Hoy es fiesta ... and other oddities of Spanish life!

Monday was QUIET on our street! Too quiet! Especially for a Monday! I strolled down to the supermarket only to find that it was closed. A niggly little voice in my head reminded me that I had recently overheard someone say something like “lunes es fiesta en Vigo”. It certainly seemed to be the case so I popped into the baker’s shop – they NEVER close apparently – and asked why. Well, Sunday was the feast of San Roque and since the saint’s day fell on a Sunday, everyone had Monday off, except the baker of course! Spanish logic! But in fact not much different to what happens in the UK if Christmas Day or Boxing Day falls on a Sunday.

Another mystery raises its head for me, however. Who IS San Roque? The French have him as well, Saint Roc, and the Italians, but I’ve never heard of him. Mind you, I’ve never heard anything about San Fermín either, apart from his apparently being the patron saint of fools who want to run in front of bulls! It must be the consequence of my NOT having had a catholic upbringing. A mixture of Methodist and the lower, simpler version of Church of England doesn’t teach you as much about the whole gamut of saints.

Ah well, that explains the feria that I came across on Calle Filipinas on my way home form the bus station late on Sunday afternoon. There I bought a large chunk (really the ONLY word to describe it) of pan campesino con pasas, a dense wholemeal bread with those large unseeded raisins. It’s very tasty, rather like wholemeal fruit tea-cakes but requiring a lot more chewing and you end up with a mouthful of grape pips. It’s a good job it keeps well as we’re still working our way through it.

This fiesta/feria business is just another of the delights of living in this delightful country. Here’s another: a friend of ours regularly asks for Fanta Naranja in our local bar. With equal regularity he is told that there is only Kas, a different brand. Then there are places where the reverse happens, rather like the places that only sell Pepsi or Coca-cola; it’s a question of supply.

Supply also perhaps explains the change in the type of free tapas at our local bar. Previously they served pieces of tortilla and other such good things but lately they only offer crisps and monkey nuts. Maybe they have changed their cook or something.

Talking about crisps brings me onto one of the linguistic oddities of Spain: patatas fritas are both crisps and chips. Now I have had no problem with this; the situation always makes it plain which I want. However, I do know a couple who had some difficulty in a tourist resort on the costas. Their small son was a fussy eater, consuming almost nothing until one day chips appeared on his plate. So the next day his parents tried to ensure that he got chips with his meal, asking for patatas fritas. A plate of crisps appeared. Working largely in an odd form of sign language they explained that this was not quite what they wanted; they needed looooooong patatas fritas. The waiter was puzzled but finally his face lit up, he nodded and took the crisps away..... only to return a little later with the crisps somehow cut into longish strips!!! If you will go to the costas .... what more can I say?

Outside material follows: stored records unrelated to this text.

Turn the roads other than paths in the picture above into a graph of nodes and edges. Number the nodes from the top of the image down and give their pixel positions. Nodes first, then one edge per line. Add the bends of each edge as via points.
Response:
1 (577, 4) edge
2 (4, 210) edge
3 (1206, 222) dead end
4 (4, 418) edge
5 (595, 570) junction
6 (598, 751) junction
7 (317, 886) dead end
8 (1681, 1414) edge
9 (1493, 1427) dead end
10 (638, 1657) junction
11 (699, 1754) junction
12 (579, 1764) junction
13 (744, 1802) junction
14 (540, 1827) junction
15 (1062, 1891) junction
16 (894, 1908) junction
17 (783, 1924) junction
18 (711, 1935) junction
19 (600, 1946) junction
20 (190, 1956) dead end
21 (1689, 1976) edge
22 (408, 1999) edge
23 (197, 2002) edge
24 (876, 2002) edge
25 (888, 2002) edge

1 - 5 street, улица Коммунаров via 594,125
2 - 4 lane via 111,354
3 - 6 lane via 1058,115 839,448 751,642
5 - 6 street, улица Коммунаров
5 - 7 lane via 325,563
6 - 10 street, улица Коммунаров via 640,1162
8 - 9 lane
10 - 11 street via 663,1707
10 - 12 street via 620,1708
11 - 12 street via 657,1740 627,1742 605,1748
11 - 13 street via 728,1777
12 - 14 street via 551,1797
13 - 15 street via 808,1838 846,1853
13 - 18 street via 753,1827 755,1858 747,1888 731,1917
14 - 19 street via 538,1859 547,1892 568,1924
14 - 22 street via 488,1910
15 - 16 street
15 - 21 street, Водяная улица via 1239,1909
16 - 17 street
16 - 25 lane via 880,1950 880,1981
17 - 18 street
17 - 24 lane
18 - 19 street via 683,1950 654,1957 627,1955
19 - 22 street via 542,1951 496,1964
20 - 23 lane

As regards the free tapas, at least they still exist in most places here. There are parts of Spain where they are long gone and I didn’t get them in Oporto at the weekend. When ordering tapas though you can have occasional problems deciding whether to ask for una ración, una media ración or un pincho. The latter is fairly standard, usually a little something on a bit of bread but the other two vary considerably from place to place and can lead to you getting more (or less) food than you expected.

This kind of linguistic fun and games can cause problems for the Spanish as well. As the endless reformas continue in our block of flats the expanded polystyrene padding in our lift has hidden the phone number needed in the event of breakdown. Someone has thoughtfully noted this on the padding, writing incorrectly aberías followed by the number. Some more literate inhabitant has amended this to aVerías. Oh, the difficulties in distinguishing between V and B!!!

Then we have the use (overuse?) of the diminutive ito/iño. If you fancy a shandy and ask for una clara, the waiter will almost inevitably correct you with, ah, una clarita. Do not be fooled into pre-empting him. Should you dare to ask for una clarita he will correct you the other way.

The diminutive is a kind of linguistic tic around here. One late evening / early morning last week, walking home from the concert in the Castrelos Park, we ordered tres cañas. The waiter smilingly confirmed our order: tres cañitas.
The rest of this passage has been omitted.